Interestingly in that article, there is the following disclaimer about not using robots.txt for your example:
"Important! For the noindex meta tag to be effective, the page must not be blocked by a robots.txt file. If the page is blocked by a robots.txt file, the crawler will never see the noindex tag, and the page can still appear in search results, for example if other pages link to it."
I must admit even I hadn't realised that could happen and I was critical of the use robots.txt to begin with.
Except it has indexed it. It just hasn't crawled it. But content or not, the aim you were trying to achieve (namely your content not being indexed) has failed. Thus you are then once again dependant on other countermeasures that render the robots.txt irrelevant.

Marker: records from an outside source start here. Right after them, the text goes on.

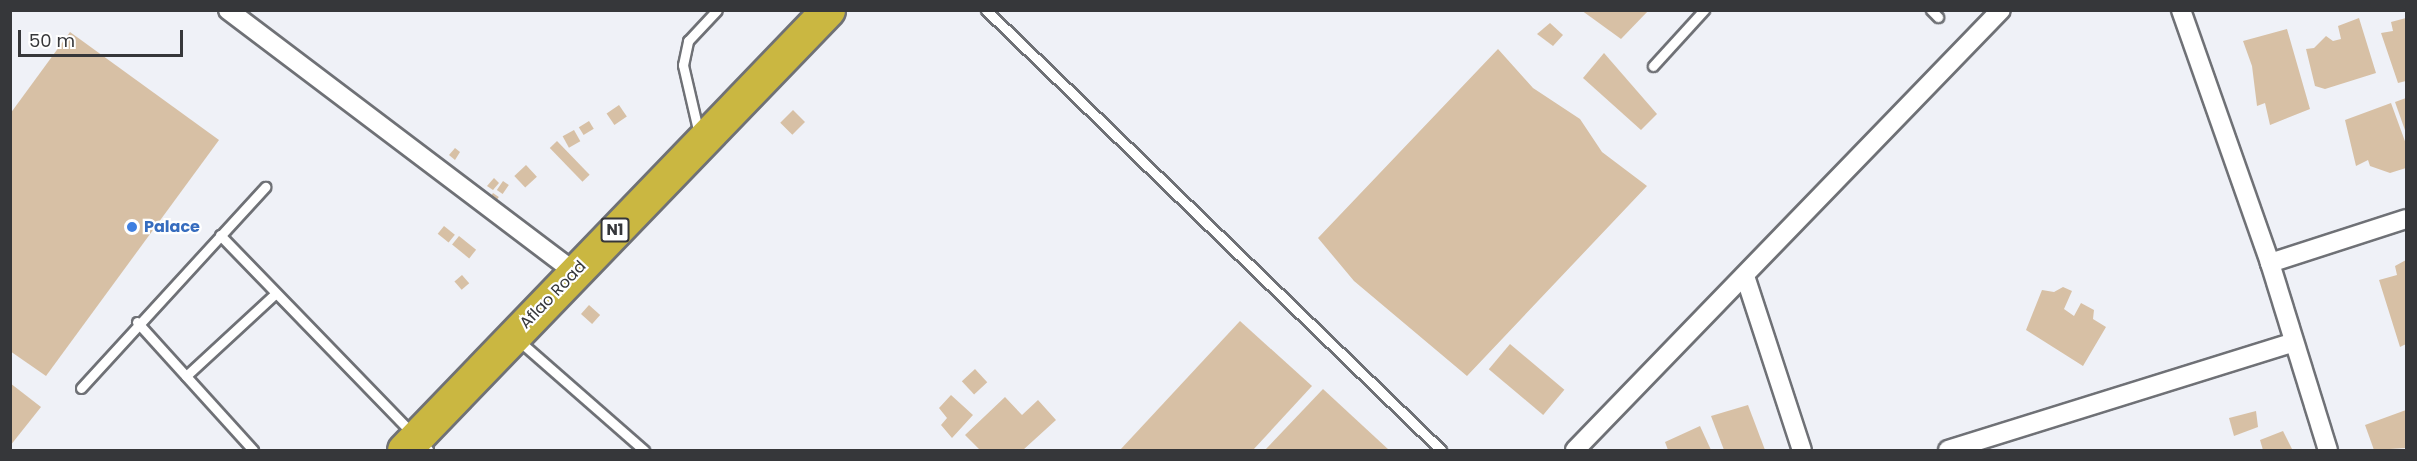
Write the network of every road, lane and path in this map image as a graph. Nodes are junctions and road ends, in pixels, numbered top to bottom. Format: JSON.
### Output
{"nodes":[{"id":1,"x":228,"y":10,"type":"edge"},
{"id":2,"x":717,"y":10,"type":"edge"},
{"id":3,"x":828,"y":10,"type":"edge"},
{"id":4,"x":986,"y":10,"type":"edge"},
{"id":5,"x":1704,"y":10,"type":"edge"},
{"id":6,"x":2001,"y":10,"type":"edge"},
{"id":7,"x":2181,"y":10,"type":"edge"},
{"id":8,"x":1653,"y":66,"type":"dead end"},
{"id":9,"x":701,"y":142,"type":"junction"},
{"id":10,"x":265,"y":187,"type":"dead end"},
{"id":11,"x":2406,"y":219,"type":"edge"},
{"id":12,"x":220,"y":234,"type":"junction"},
{"id":13,"x":2270,"y":263,"type":"junction"},
{"id":14,"x":574,"y":272,"type":"junction"},
{"id":15,"x":1745,"y":276,"type":"junction"},
{"id":16,"x":276,"y":293,"type":"junction"},
{"id":17,"x":137,"y":322,"type":"junction"},
{"id":18,"x":513,"y":336,"type":"junction"},
{"id":19,"x":2294,"y":342,"type":"junction"},
{"id":20,"x":186,"y":376,"type":"junction"},
{"id":21,"x":81,"y":388,"type":"dead end"},
{"id":22,"x":416,"y":446,"type":"edge"},
{"id":23,"x":253,"y":450,"type":"edge"},
{"id":24,"x":644,"y":450,"type":"edge"},
{"id":25,"x":1441,"y":450,"type":"edge"},
{"id":26,"x":1575,"y":450,"type":"edge"},
{"id":27,"x":1802,"y":450,"type":"edge"},
{"id":28,"x":1948,"y":450,"type":"edge"},
{"id":29,"x":2328,"y":450,"type":"edge"}],
"edges":[{"from":1,"to":14,"type":"street"},
{"from":2,"to":9,"type":"lane"},
{"from":3,"to":9,"type":"highway","name":"Aflao Road","number":"N1"},
{"from":4,"to":25,"type":"lane"},
{"from":5,"to":8,"type":"lane"},
{"from":6,"to":15,"type":"street"},
{"from":7,"to":13,"type":"street"},
{"from":9,"to":14,"type":"highway","name":"Aflao Road","number":"N1"},
{"from":10,"to":12,"type":"lane"},
{"from":11,"to":13,"type":"street"},
{"from":12,"to":16,"type":"lane"},
{"from":12,"to":17,"type":"lane"},
{"from":13,"to":19,"type":"street"},
{"from":14,"to":18,"type":"highway","name":"Aflao Road","number":"N1"},
{"from":15,"to":26,"type":"street"},
{"from":15,"to":27,"type":"street"},
{"from":16,"to":20,"type":"lane"},
{"from":16,"to":22,"type":"lane"},
{"from":17,"to":20,"type":"lane"},
{"from":17,"to":21,"type":"lane"},
{"from":18,"to":22,"type":"highway","name":"Aflao Road","number":"N1"},
{"from":18,"to":24,"type":"lane"},
{"from":19,"to":28,"type":"street"},
{"from":19,"to":29,"type":"street"},
{"from":20,"to":23,"type":"lane"}]}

> robots.txt wasn't created for security but it can have security implications if you publish a list of Disallow paths with the intention of hiding sensitive content
Using robots.txt to secure your server from bots is the equivalent of attempting to secure your house from robbery by planting a sign that says "please,don't rob my house". Surprisingly it may works from time to time, by if you're into attempting security by wishful thinking maybe don't be too surprised when it fails about as much as security by chance.
I know. With the greatest of respect your counter argument is literally just reiterating the point I was making. Albeit in the quote you've left off the part of my post where I said it's stupid to use robots.txt in this way.

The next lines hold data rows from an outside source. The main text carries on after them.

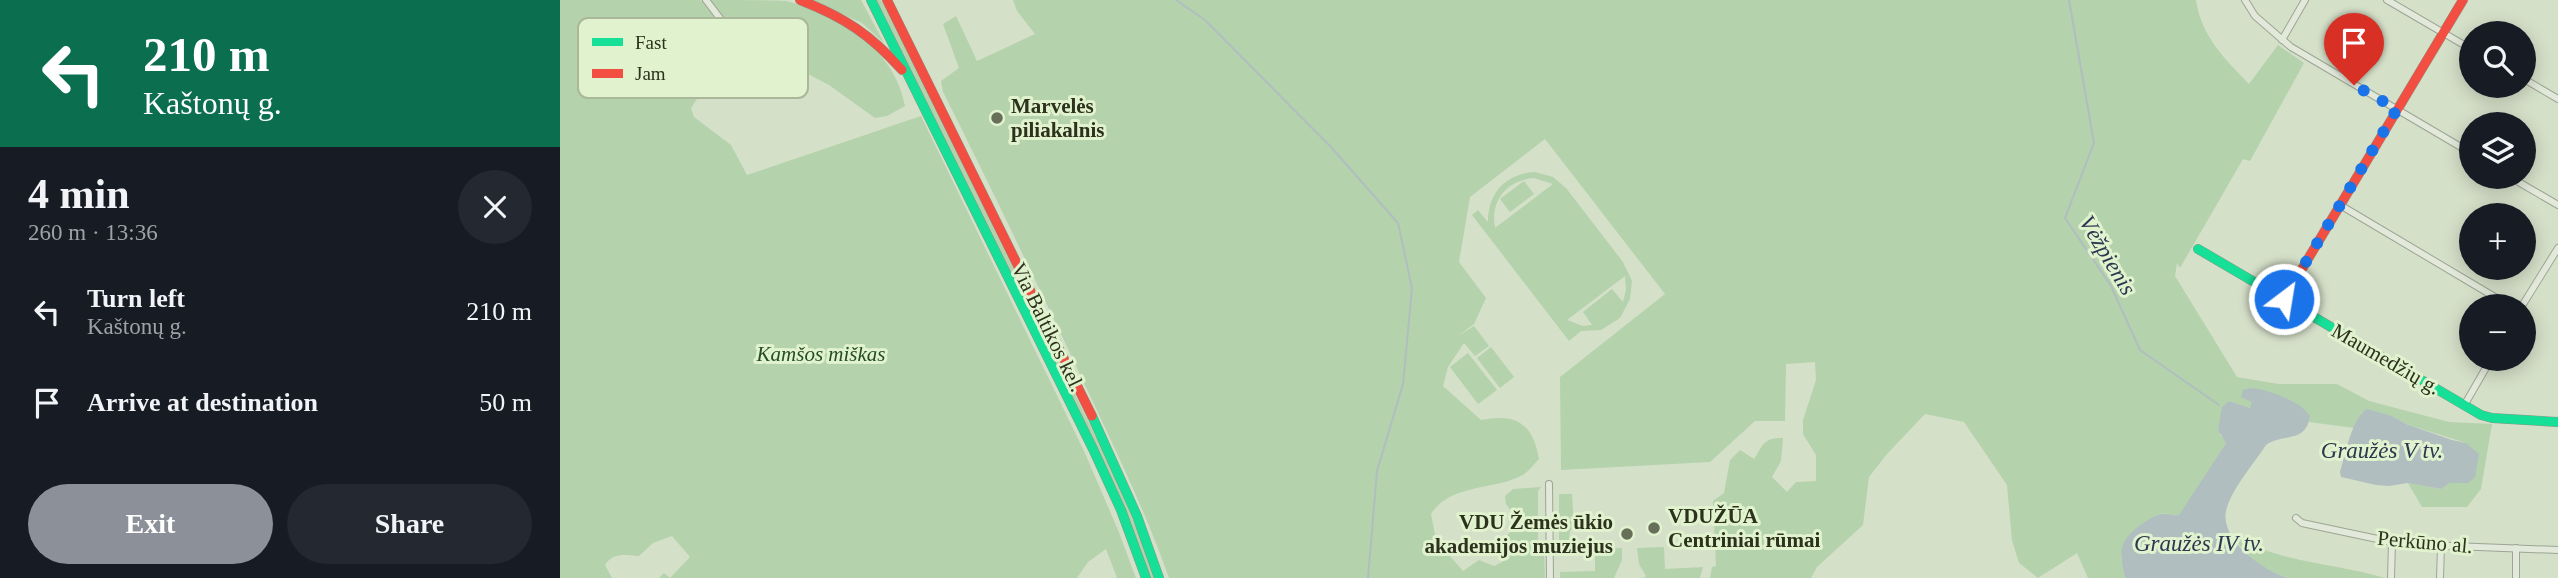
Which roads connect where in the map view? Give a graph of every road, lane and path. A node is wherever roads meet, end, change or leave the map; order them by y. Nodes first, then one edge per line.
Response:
1 (706, 0) edge
2 (800, 0) edge
3 (871, 0) edge
4 (887, 0) edge
5 (895, 0) edge
6 (2245, 0) edge
7 (2305, 0) edge
8 (2388, 0) edge
9 (2463, 0) edge
10 (720, 18) edge
11 (2443, 33) junction
12 (907, 38) junction
13 (2282, 40) junction
14 (2459, 42) edge
15 (915, 85) junction
16 (2536, 86) edge
17 (2558, 99) edge
18 (2397, 109) junction
19 (2459, 146) edge
20 (2531, 189) edge
21 (2340, 205) junction
22 (2558, 205) edge
23 (2558, 248) edge
24 (2198, 249) dead end
25 (2490, 294) edge
26 (2529, 294) edge
27 (2284, 299) junction
28 (2484, 371) edge
29 (2465, 404) junction
30 (2558, 422) edge
31 (1549, 484) dead end
32 (2296, 518) dead end
33 (2392, 542) junction
34 (2441, 546) junction
35 (2516, 548) junction
36 (2558, 550) edge
37 (1146, 578) edge
38 (1159, 578) edge
39 (1550, 578) edge
40 (2391, 578) edge
41 (2440, 578) edge
42 (2516, 578) edge

1 - 10 street
2 - 15 main road
3 - 15 main road, Via Baltikos kel.
4 - 12 main road
5 - 12 main road
6 - 13 street
7 - 13 street
8 - 11 street
9 - 11 main road
11 - 14 street
11 - 18 main road
12 - 38 main road, Via Baltikos kel.
13 - 18 street
15 - 37 main road, Via Baltikos kel.
16 - 17 street
18 - 19 street
18 - 21 main road
20 - 22 street
21 - 25 street
21 - 27 main road
23 - 26 street
24 - 27 main road, Maumedžių g.
27 - 29 main road, Maumedžių g.
28 - 29 street
29 - 30 main road, Maumedžių g.
31 - 39 street
32 - 33 street, Perkūno al.
33 - 34 street, Perkūno al.
33 - 40 street
34 - 35 street, Perkūno al.
34 - 41 street
35 - 36 street, Perkūno al.
35 - 42 street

I'd already covered the security point replying to another poster (https://news.ycombinator.com/item?id=14163792) but just to be clear, I'm absolutely not claiming robots.txt is a security tool. Quite the opposite, I saying following good security and design practices renders the robots.txt file obsolete.
Your point about sitemaps helps illustrate that point of mine because having a decent sitemap mitigates the need for Allow lines in robots.txt. It's another feature of the web where robots.txt isn't well equipped to handle and thus there have been other, better, tools built to highlight pages of interest to search engines.

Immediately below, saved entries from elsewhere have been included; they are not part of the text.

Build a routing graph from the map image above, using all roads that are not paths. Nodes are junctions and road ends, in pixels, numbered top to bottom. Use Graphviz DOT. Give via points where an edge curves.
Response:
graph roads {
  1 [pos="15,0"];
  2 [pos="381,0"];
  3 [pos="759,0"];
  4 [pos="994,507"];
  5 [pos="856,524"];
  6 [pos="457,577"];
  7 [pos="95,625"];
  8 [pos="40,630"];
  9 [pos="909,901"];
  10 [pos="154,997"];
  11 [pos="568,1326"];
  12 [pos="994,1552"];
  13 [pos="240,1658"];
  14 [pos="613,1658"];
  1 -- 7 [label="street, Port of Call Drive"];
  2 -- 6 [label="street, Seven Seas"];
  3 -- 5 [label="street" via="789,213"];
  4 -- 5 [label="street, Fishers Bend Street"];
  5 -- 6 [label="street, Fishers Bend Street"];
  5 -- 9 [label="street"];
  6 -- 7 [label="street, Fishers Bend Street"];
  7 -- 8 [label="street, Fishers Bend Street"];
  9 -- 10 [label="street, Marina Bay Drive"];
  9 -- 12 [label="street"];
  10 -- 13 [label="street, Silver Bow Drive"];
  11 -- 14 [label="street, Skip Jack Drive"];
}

robots.txt was proposed after a badly behaved bot DoSed a web server 20+ years ago, those were different times.
With the robots.txt standed now those who wants to play nice can do so without asking anything, for the badly behaved ones it's still up to the admin to put forward the appropriate measures.
I came here to say something about respecting the wishes of others, etc, but you know what? You're absolutely right. We shouldn't even need to have a conversation about trust and respect.
It should be non-negotiable if you don't want your personal contents indexed by scrapers and archivers, and it should be enforced by design. It's a broken system.
Lots of laws are pretty similar. e.g. technically you could steal loads of things. Practically you don't. Defeating/ignoring mechanisms such as robots.txt (vs maybe some security person in a store) still makes stealing not ok.
The morality of whether bots should obey robots.txt is a separate issue to the point I raised about how you shouldn't trust bots to obey them. To use your example of high street stores: shops have security tags on expensive items / clothing as a method of securing products from theft because you cannot blindly trust everyone not to steal (though wouldn't it be great if that wasn't the case). Equally websites cannot trust that bots will obey robots.txt. Which means any content that doesn't want to be crawled needs to be behind nofollow attributes or (if it's sensitive) user authentication layers and any content that does need to be indexed also needs to be in a sitemap. Once you have all of these extra layers implemented, the robots.txt becomes utterly redundant. Hence why I say it's a failed experiment. The benefits it offers are superseded by better solutions.